MILAN, Feb 26 (Reuters) - Tyremaker Pirelli
will seek to limit the impact of possible tariffs, including by
expanding U.S. output, it said on Wednesday, while forecasting
an adjusted earnings before interest and tax (EBIT) margin of
around 16% for 2025, higher than last year.
The Italian tyremaker makes around 25% of its revenues on
the North American market.
"We are considering significant investments in the U.S. to
increase production capacity," Executive Vice-chairman Marco
Tronchetti Provera said in post-earnings call with analysts.
Pirelli is vulnerable to possible U.S. import tariffs, as it
mostly serves its North American market through tyre output from
its plants in Mexico, South America and Europe, even though it
has a plant in the U.S. state of Georgia.
Pirelli said its mitigation plan in the event of U.S.

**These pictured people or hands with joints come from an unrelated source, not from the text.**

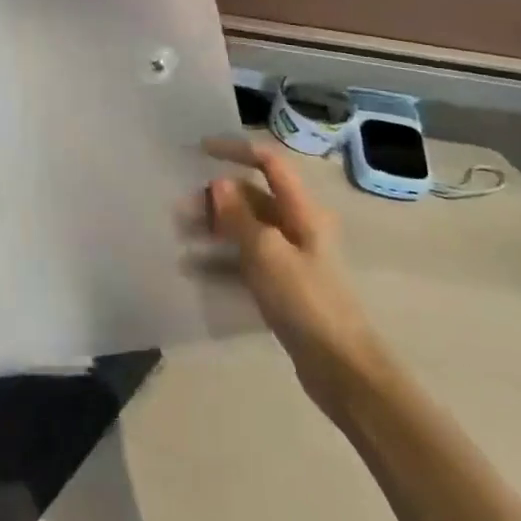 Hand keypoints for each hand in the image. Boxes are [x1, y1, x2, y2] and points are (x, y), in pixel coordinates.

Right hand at [199, 139, 377, 376]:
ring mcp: (290, 258)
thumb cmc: (306, 302)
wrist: (342, 370)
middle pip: (252, 198)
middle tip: (179, 210)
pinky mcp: (283, 286)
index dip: (236, 150)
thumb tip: (218, 183)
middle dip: (215, 199)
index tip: (200, 150)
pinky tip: (193, 269)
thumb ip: (240, 217)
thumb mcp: (267, 254)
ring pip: (245, 230)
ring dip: (213, 230)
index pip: (269, 164)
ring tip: (179, 237)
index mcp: (303, 211)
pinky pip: (245, 262)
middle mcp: (298, 227)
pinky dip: (220, 261)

tariffs also included a review of commercial policy based on
inflation expectations, CEO Andrea Casaluci told the same
analysts call.
Pirelli on Wednesday announced adjusted EBIT for the final
quarter of 2024 of 244.6 million euros ($257.10 million), up
11.5% year-on-year, and exceeding a 228 million euro analyst
consensus provided by the company.
It also posted a 15.7% adjusted EBIT margin for the whole of
2024, compared with a 15.5% target guided last August.